How to complete this task:
How many lines of the listing contain the string "Combate"? Only the number is wanted.

### Extracted entries

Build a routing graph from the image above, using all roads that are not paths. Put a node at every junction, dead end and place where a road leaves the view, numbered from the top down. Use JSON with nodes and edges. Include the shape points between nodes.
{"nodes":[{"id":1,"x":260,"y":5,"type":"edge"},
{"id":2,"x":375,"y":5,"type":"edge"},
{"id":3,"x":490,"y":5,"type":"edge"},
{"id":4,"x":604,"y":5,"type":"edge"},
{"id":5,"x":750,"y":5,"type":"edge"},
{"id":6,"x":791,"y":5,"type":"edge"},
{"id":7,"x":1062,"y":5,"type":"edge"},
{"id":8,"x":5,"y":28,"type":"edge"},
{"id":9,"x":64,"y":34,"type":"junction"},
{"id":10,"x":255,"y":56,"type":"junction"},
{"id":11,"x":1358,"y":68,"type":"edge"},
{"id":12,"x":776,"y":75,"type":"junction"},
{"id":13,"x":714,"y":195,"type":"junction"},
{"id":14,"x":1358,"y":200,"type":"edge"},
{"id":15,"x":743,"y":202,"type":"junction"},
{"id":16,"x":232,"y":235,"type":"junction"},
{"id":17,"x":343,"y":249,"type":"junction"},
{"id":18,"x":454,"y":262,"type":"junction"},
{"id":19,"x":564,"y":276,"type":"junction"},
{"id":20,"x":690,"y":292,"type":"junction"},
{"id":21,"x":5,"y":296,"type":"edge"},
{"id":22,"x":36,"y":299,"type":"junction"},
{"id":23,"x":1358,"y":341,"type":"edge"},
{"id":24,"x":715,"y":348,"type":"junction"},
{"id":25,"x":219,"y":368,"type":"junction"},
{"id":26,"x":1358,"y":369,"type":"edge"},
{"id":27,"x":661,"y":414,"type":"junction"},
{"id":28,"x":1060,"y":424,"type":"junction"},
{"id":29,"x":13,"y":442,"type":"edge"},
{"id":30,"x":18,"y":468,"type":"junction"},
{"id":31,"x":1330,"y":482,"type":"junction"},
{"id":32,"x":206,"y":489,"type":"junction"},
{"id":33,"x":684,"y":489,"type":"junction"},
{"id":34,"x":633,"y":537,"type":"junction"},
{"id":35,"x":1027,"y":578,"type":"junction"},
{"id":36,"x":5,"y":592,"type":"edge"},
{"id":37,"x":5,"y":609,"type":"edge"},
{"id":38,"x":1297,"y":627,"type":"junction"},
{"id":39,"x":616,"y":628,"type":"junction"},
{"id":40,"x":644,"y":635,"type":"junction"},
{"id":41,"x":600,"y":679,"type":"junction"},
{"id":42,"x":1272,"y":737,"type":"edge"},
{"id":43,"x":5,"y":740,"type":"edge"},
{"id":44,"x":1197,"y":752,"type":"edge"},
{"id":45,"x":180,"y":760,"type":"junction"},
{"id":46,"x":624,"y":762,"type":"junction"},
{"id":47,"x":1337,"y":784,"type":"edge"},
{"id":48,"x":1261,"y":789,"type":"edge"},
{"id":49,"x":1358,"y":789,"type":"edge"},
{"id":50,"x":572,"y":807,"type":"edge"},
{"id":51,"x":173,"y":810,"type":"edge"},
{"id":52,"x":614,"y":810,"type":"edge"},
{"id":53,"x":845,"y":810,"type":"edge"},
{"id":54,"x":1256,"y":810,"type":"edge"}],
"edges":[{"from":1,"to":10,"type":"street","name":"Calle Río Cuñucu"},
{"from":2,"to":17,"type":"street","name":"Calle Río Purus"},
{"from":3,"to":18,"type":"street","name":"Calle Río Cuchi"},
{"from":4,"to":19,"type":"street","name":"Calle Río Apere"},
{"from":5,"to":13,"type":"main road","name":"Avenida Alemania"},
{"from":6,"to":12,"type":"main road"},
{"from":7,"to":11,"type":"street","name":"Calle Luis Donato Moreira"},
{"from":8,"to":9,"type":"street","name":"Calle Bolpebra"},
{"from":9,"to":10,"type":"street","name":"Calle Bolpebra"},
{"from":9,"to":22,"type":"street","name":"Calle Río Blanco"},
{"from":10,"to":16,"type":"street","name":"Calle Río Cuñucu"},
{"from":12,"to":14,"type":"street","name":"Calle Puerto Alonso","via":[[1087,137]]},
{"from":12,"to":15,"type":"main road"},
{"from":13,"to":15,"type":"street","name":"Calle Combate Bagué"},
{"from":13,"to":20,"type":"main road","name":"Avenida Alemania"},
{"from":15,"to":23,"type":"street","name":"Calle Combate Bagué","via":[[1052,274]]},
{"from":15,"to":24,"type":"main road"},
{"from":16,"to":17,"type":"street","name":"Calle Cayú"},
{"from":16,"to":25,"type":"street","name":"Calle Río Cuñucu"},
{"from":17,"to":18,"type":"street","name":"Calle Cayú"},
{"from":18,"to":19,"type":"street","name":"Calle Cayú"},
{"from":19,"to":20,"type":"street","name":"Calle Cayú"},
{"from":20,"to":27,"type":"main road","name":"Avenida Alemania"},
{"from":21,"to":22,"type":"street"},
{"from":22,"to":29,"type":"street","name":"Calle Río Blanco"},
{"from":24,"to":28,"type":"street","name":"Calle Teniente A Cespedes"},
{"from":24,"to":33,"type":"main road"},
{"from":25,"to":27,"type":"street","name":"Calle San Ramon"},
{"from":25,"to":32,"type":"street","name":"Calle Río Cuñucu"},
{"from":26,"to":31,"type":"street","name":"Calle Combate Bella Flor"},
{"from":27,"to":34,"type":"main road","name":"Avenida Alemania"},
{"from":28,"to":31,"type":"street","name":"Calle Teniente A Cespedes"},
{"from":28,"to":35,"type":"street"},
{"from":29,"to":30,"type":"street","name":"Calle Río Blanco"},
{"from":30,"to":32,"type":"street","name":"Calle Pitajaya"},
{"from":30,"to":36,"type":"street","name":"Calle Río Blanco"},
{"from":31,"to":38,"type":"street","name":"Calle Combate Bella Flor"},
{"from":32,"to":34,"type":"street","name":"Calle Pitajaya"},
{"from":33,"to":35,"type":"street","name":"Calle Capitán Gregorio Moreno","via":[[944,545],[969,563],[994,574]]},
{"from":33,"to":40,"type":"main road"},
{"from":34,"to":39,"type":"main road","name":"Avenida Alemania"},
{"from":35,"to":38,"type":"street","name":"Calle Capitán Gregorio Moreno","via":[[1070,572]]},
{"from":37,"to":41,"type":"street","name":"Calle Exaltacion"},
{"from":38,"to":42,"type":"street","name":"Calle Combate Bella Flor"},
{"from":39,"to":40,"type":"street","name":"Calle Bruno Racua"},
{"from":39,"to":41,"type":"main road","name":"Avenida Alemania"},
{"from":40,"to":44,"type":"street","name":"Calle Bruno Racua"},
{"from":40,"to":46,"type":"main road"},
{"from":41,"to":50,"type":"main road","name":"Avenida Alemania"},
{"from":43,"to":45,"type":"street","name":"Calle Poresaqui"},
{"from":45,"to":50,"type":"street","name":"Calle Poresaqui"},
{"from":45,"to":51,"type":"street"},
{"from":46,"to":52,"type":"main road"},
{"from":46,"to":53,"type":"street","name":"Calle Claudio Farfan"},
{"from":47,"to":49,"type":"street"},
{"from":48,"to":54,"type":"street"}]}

######

Task solution:
5